We are not confused over the difference between “database in-memory” and “in-memory database.”
Oracle have given yet another nickname to the Exadata Database Machine. The nickname represents technology that has been proven outside the scope of Exadata even 3 years ago. Oracle’s In-Memory Parallel Query feature is not Exadata-specific and that is a good thing. After all, if you want to deploy a legitimate Oracle database with the “database in-memory” approach you are going to need products from the best-of-breed server vendors since they’ve all stepped up to produce large-memory servers based on the hottest, current Intel technology–Sandy Bridge.
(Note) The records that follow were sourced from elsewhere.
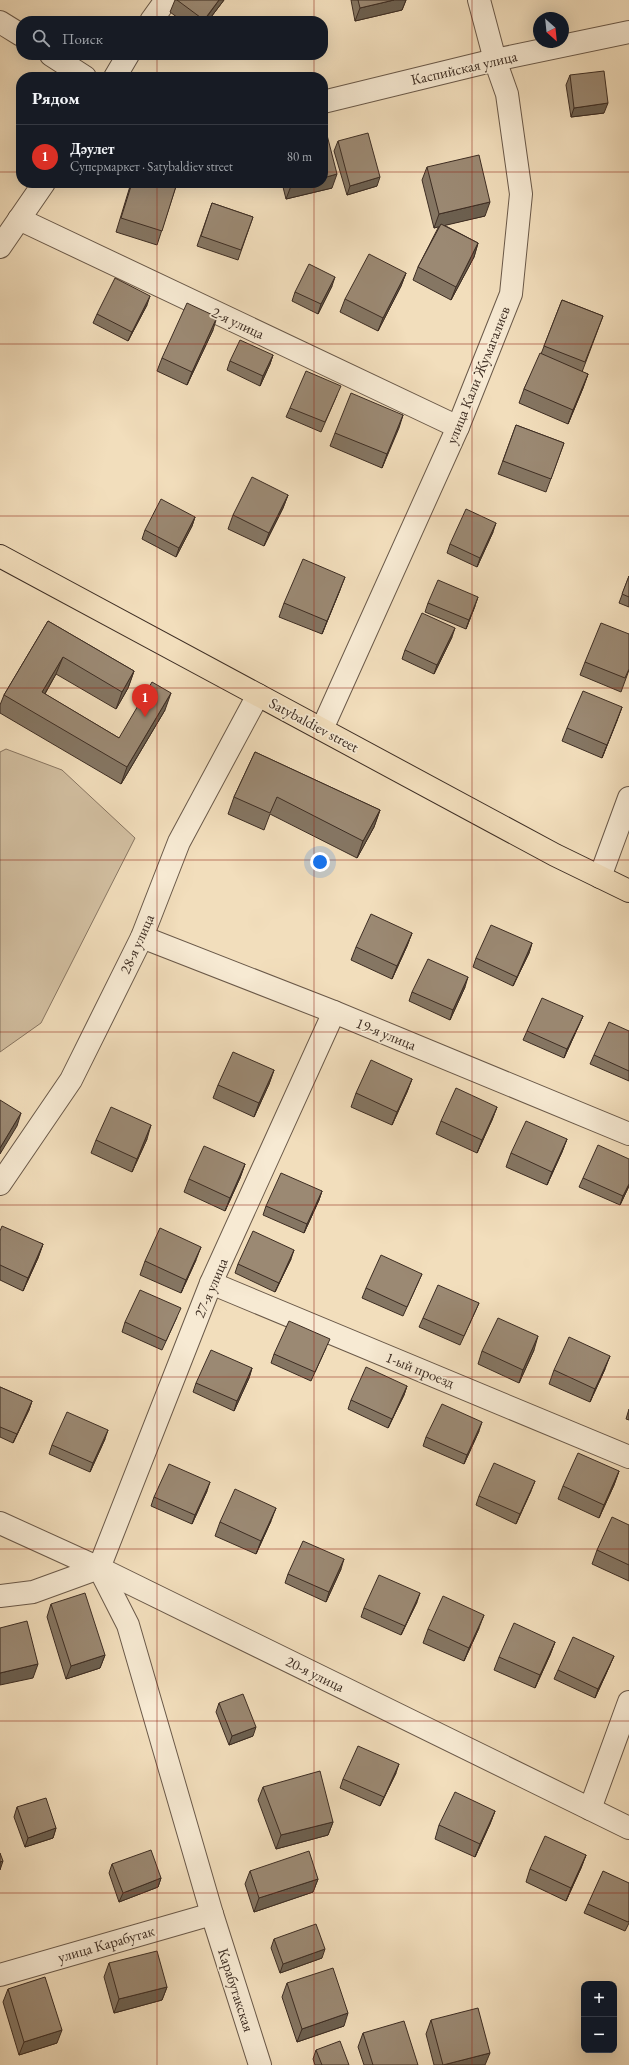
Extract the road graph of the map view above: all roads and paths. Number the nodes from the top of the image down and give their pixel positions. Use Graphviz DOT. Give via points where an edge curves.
graph roads {
  1 [pos="166,0"];
  2 [pos="479,0"];
  3 [pos="155,16"];
  4 [pos="0,22"];
  5 [pos="16,32"];
  6 [pos="629,32"];
  7 [pos="59,60"];
  8 [pos="125,60"];
  9 [pos="494,60"];
  10 [pos="77,72"];
  11 [pos="118,72"];
  12 [pos="328,101"];
  13 [pos="41,188"];
  14 [pos="19,219"];
  15 [pos="0,246"];
  16 [pos="458,427"];
  17 [pos="0,556"];
  18 [pos="258,695"];
  19 [pos="322,729"];
  20 [pos="629,798"];
  21 [pos="600,876"];
  22 [pos="629,891"];
  23 [pos="142,937"];
  24 [pos="334,1012"];
  25 [pos="629,1134"];
  26 [pos="0,1184"];
  27 [pos="211,1284"];
  28 [pos="629,1457"];
  29 [pos="0,1523"];
  30 [pos="99,1568"];
  31 [pos="0,1596"];
  32 [pos="629,1702"];
  33 [pos="590,1809"];
  34 [pos="629,1828"];
  35 [pos="212,1914"];
  36 [pos="0,1975"];
  37 [pos="260,2065"];
  1 -- 3 [label="street"];
  2 -- 9 [label="street, улица Кали Жумагалиев"];
  4 -- 5 [label="street"];
  6 -- 9 [label="street, Каспийская улица"];
  7 -- 10 [label="street"];
  8 -- 11 [label="street"];
  9 -- 12 [label="street, Каспийская улица"];
  9 -- 16 [label="street, улица Кали Жумагалиев" via="507,94 521,194 512,286"];
  13 -- 14 [label="street"];
  14 -- 15 [label="street"];
  14 -- 16 [label="street, 2-я улица"];
  16 -- 19 [label="street, улица Кали Жумагалиев"];
  17 -- 18 [label="main road, Satybaldiev street"];
  18 -- 19 [label="main road, Satybaldiev street"];
  18 -- 23 [label="street, 28-я улица" via="179,842"];
  19 -- 21 [label="main road, Satybaldiev street" via="554,855"];
  20 -- 21 [label="street"];
  21 -- 22 [label="main road, Satybaldiev street"];
  23 -- 24 [label="street, 19-я улица"];
  23 -- 26 [label="street, 28-я улица" via="71,1080"];
  24 -- 25 [label="street, 19-я улица"];
  24 -- 27 [label="street, 27-я улица"];
  27 -- 28 [label="street, 1-ый проезд"];
  27 -- 30 [label="street, 27-я улица"];
  29 -- 30 [label="street, 20-я улица"];
  30 -- 31 [label="street" via="33,1592"];
  30 -- 33 [label="street, 20-я улица"];
  30 -- 35 [label="street, Карабутакская" via="128,1625"];
  32 -- 33 [label="street"];
  33 -- 34 [label="street, 20-я улица"];
  35 -- 36 [label="street, улица Карабутак"];
  35 -- 37 [label="street, Карабутакская"];
}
This is a lengthy blog entry and Oracle Exadata X3 Database In-Memory Machine is still just a nickname. You can license Oracle database and do a lot better. You just have know the difference between DRAM and SCSI block devices and choose best of breed platform partners. After all those of us who are involved with bringing best of breed technology to market are not confused at all by nicknames.